Conclusion in relation to Category 16
[154] I am of the view that the GFT have not established sufficient relevance of these documents to the claims made by the GFT to justify an order for discovery. The GFT have not demonstrated any notes of meetings with Mr Scholtz are relevant to whether or not the representations allegedly made by Mr Philpott are misleading or false, and there is really only speculation as to what involvement FEI or any of FEI’s related entities might have in respect of the transaction to which these discussions purportedly related.
[155]Accordingly, an order for discovery is declined.
Category 17
[156] This category is no longer being pursued by the GFT. Documents have been provided.
Category 18
[157] This category related to all underwrite agreements entered into by Mr Philpott including evidence of whether any of them were honoured or not.
[158] Mr Hollyman submits Mr Philpott has disclosed a series of emails from Mr Philpott to Mr Shim and Mr Stewart after FEI was put into receivership, and in those emails Mr Philpott refers to underwrite agreements which he entered into. Mr Hollyman notes that Mr Philpott has disclosed two of these indemnities but has not sworn they are the only indemnities, and he submits they are relevant to the GFT’s assessment of Mr Philpott’s financial incentives to pursue investments in FEI-related entities.
Conclusion in relation to category 18
[159] I make an order at the end of this judgment that Mr Philpott either confirms by affidavit that there are no other underwrite agreements or discovers any further underwrite agreements related to any FEI-related investments.
Category 19
[160] This category relates to a “catch all” request for correspondence (including text messages, emails and letters) to/from Mr Philpott and Mr Shim, Mr Stewart, Mr Jeff McKenzie, Mr Marcus Ritchie, Mr Andrew Pike, and other FEI/FEIG personnel, Mr Marty Kells, Mr Andrew Montgomerie and any others at FEI or FES associated with companies related to the FEI property projects Mr Philpott has been involved in.
[161] In relation to this “catch-all” category, Mr Hollyman submits that Mr Philpott was heavily involved in raising funds for FEI and the financial needs of the company and was regularly in contact with its directors and was paid significant sums by them.
Mr Hollyman submits it could be expected that there would be more correspondence between them than has been discovered. He then refers to the following specific categories:
(a)correspondence with Mr Stewart;
(b)correspondence with Mr Jeff McKenzie, a director of FEIG;
(c)correspondence with Mr Marcus Ritchie, a director of FEI from 2014 to 2020 and also the CEO and managing director of FEIG when Mr Shim retired from that role in April 2019;
(d)correspondence with Mr Andrew Pike, another director of FEI whom Mr Philpott would have dealt with;
(e)correspondence with Mr Marty Kells, a project manager for the Maritime Apartments project development on Anzac Avenue which FEI funded and Mr Philpott was invested and involved in; and
(f)correspondence with Mr Andrew Montgomerie, the developer of the Anzac Ave Hotel in Hobson Street, a development which Mr Philpott was invested in.

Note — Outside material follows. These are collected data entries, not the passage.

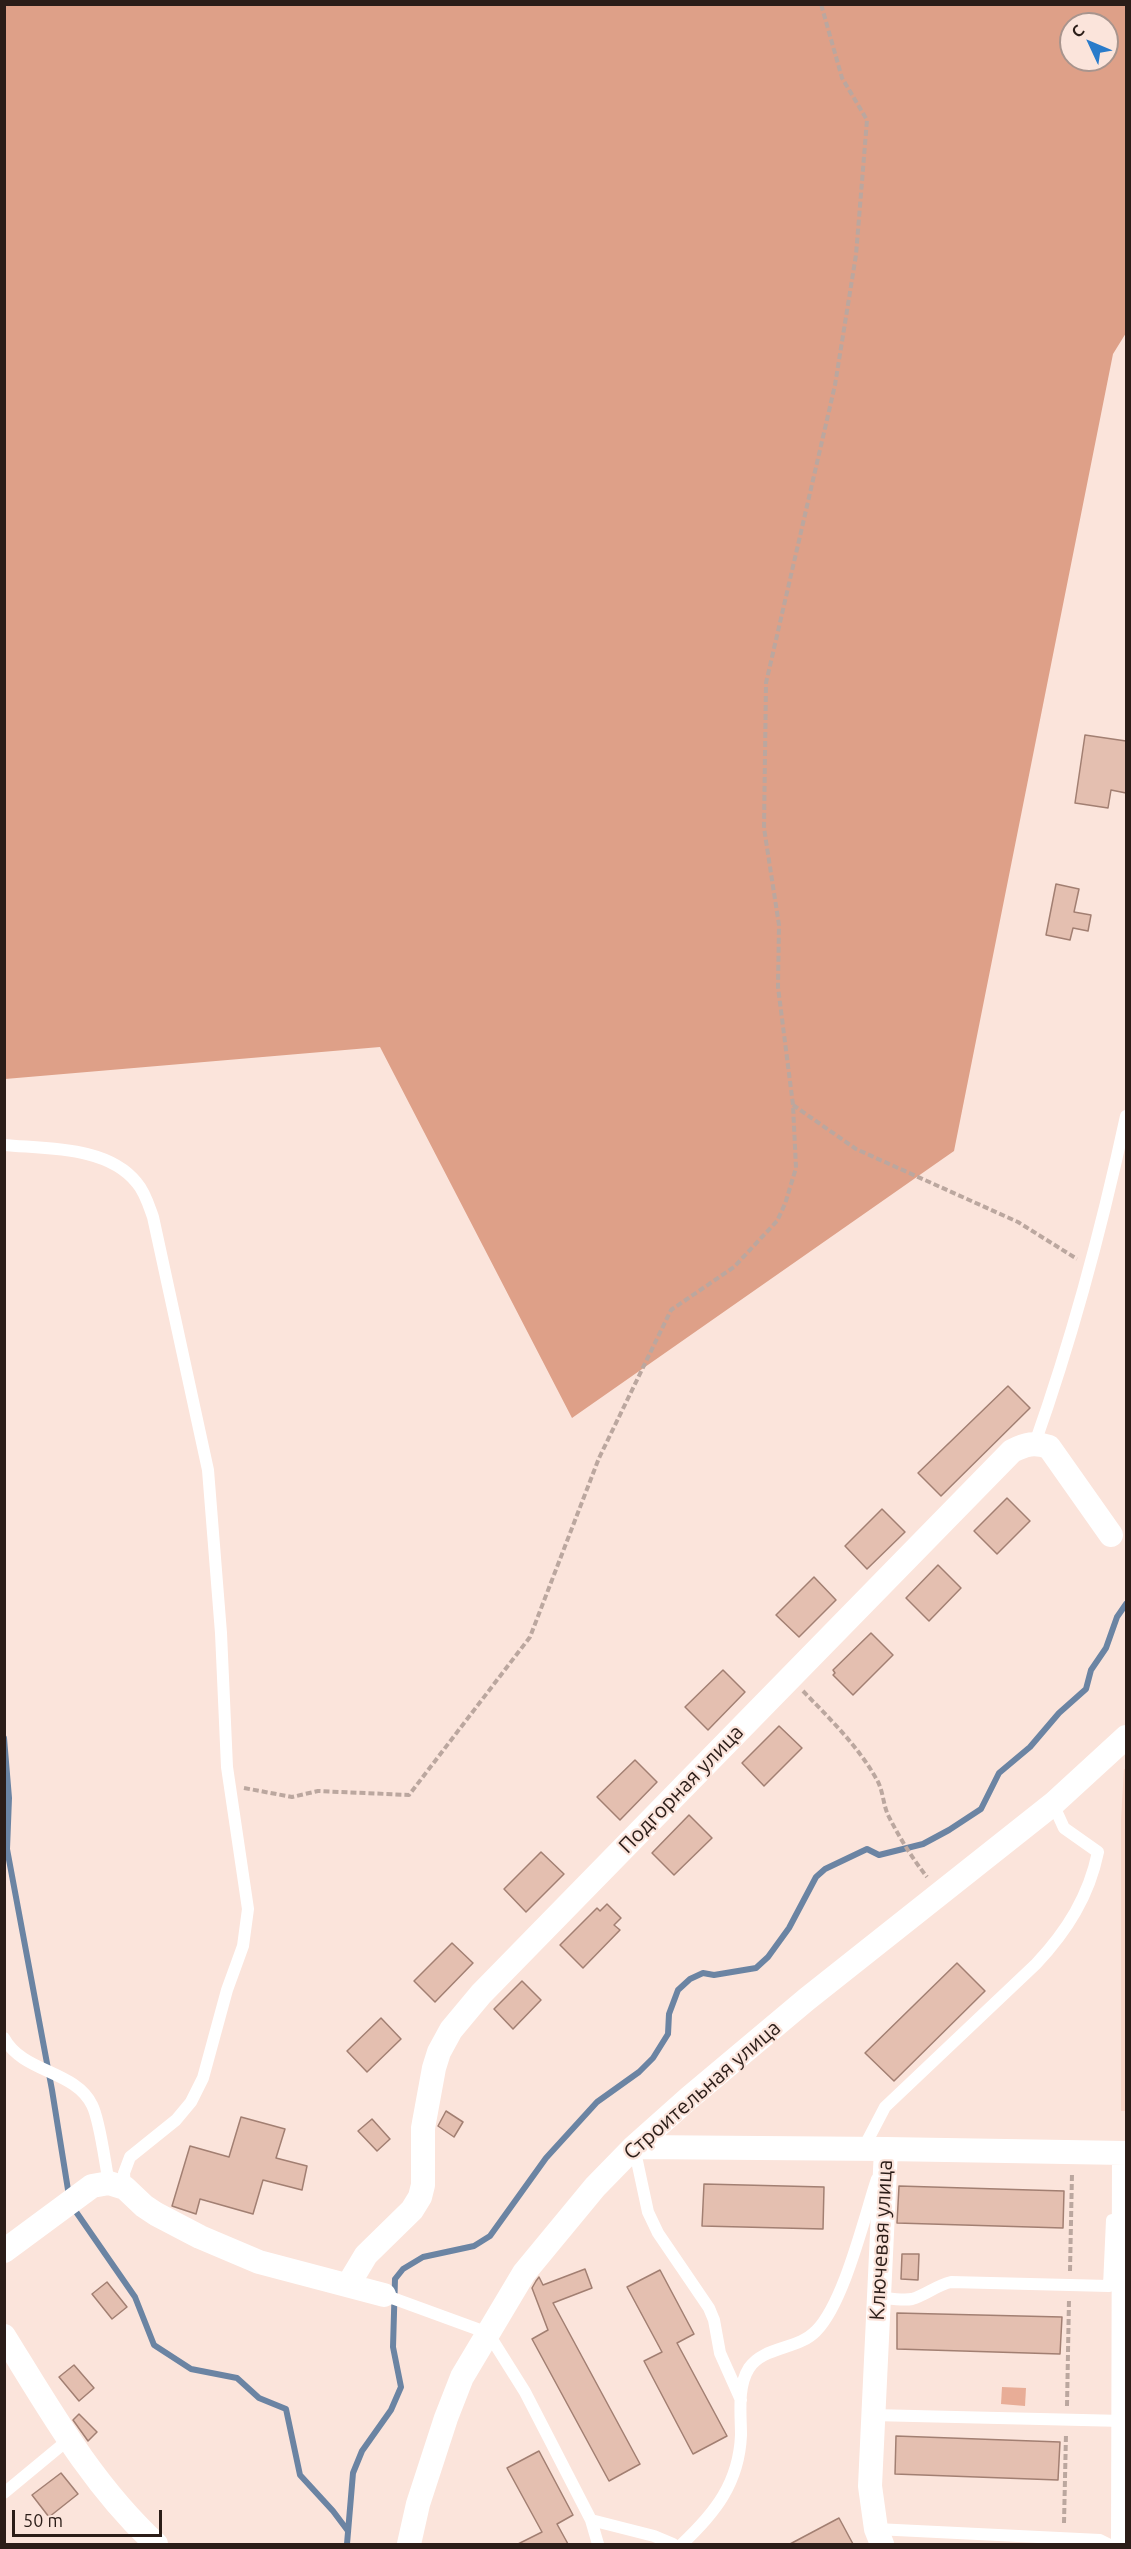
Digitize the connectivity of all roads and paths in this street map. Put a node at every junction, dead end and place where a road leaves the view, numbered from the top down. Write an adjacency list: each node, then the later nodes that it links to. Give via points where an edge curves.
1 (821, 5): 2 (path, via 842,78 867,120 856,255 835,385 766,683 764,828 778,925 778,987)
2 (793, 1105): 5 (path, via 856,1149 1018,1222); 10 (path, via 796,1168 777,1221 734,1267 671,1310 599,1458 530,1637 409,1794 318,1791 292,1797)
3 (1126, 1116): 5 (lane)
4 (4, 1145): 10 (lane, via 87,1155 116,1165 139,1185 153,1217 208,1470)
5 (1091, 1267): 6 (lane)
6 (1035, 1443): 7 (street, via 1048,1447); 8 (street, Подгорная улица, via 1012,1451)
7 (1111, 1535)
8 (790, 1678): 12 (path, via 852,1742 878,1782 887,1813); 21 (street, Подгорная улица, via 481,1994 451,2030 439,2052 427,2103 420,2197 412,2210 366,2255)
9 (1126, 1737): 11 (street, Строительная улица)
10 (230, 1785): 18 (lane, via 247,1893 248,1923 243,1946 203,2078 191,2102 176,2120 130,2157)
11 (1053, 1804): 14 (street, Строительная улица, via 807,1999); 15 (lane, via 1064,1828 1098,1852 1080,1907 1036,1964 885,2107 873,2126)
12 (916, 1863)
13 (4, 2038): 18 (lane, via 24,2060 83,2092 93,2106)
14 (634, 2147): 15 (street, Ключевая улица); 25 (street, Строительная улица, via 563,2223 524,2273); 27 (lane, via 648,2212 658,2234 709,2308 720,2352)
15 (875, 2149): 16 (street); 23 (street, Ключевая улица); 27 (lane, via 849,2266 829,2315 803,2341 761,2357 750,2367 743,2381)
16 (1072, 2152): 17 (street); 22 (path)
17 (1125, 2152): 30 (street)
18 (117, 2185): 20 (street, via 92,2186); 21 (street, via 144,2206 200,2237 259,2262)
19 (1112, 2220): 22 (lane, via 1109,2286)
20 (4, 2252)
21 (348, 2285): 24 (street)
22 (1069, 2285): 23 (lane, via 951,2282 909,2300); 29 (path)
23 (878, 2297): 28 (street, Ключевая улица)
24 (395, 2298): 25 (lane)
25 (488, 2333): 33 (lane, via 525,2392); 37 (street, Строительная улица, via 462,2377 446,2418 418,2504)
26 (4, 2336): 31 (street)
27 (741, 2402): 40 (lane, via 733,2480 710,2518)
28 (872, 2415): 29 (lane); 34 (street, Ключевая улица, via 870,2486)
29 (1067, 2420): 30 (lane); 35 (path)
30 (1124, 2421): 42 (street)
31 (68, 2440): 32 (lane); 36 (street, via 107,2493)
32 (4, 2493)
33 (591, 2520): 38 (lane); 39 (lane)
34 (879, 2537): 35 (lane)
35 (1064, 2538): 41 (lane)
36 (156, 2544)
37 (410, 2544)
38 (598, 2544)
39 (673, 2544)
40 (682, 2544)
41 (1108, 2544)
42 (1123, 2544)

[162] Mr Hollyman submits that very little correspondence has been disclosed with these parties.
[163] Mr Turner submits that Mr Philpott objects to this request as the request goes well beyond the pleaded allegations against Mr Philpott, and is disproportionate by reason of being unduly burdensome. He notes that, as is conceded in the request, it is in the nature of a “catch-all” rather than a specific request for relevant documents.
Conclusion in relation to category 19
[164] I am of the view that no order should be made for discovery in respect of the “catch-all” request. In my view this request is unduly wide, relating to correspondence
with persons over a considerable period of time, there being no request for specific documents or basis established as to their relevance to the GFT’s claims. As this request includes all texts, emails and letters, and this could be unduly burdensome to Mr Philpott given the number of persons and the period of time over which the documents may need to be discovered.
[165]Accordingly, this request is declined.
Mr Philpott’s discovery application
[166] Mr Philpott’s discovery application sought discovery of documents from the GFT in nine categories, as set out in the Schedule annexed to Mr Turner’s submissions in respect of this application. The parties have reached agreement for discovery of certain categories of documents, being those set out at 1, 2, 3, 4(i), 4(ii), 4(iv), 4(vi) and 9 of the Schedule. An order by consent is made at the end of the judgment providing that these documents will be provided as agreed.
[167] With respect to the remaining categories of documents, discovery of which is sought by Mr Philpott, these are now considered.
Category 4(iii) — documents relating to advice from Colin Wilson, the GFT’s external accountant
[168] This category seeks discovery of all correspondence, emails and documentation passing between Mr Gillespie and the other GFT trustees on the one hand, and Mr Colin Wilson, the GFT’s external accountant, on the other hand.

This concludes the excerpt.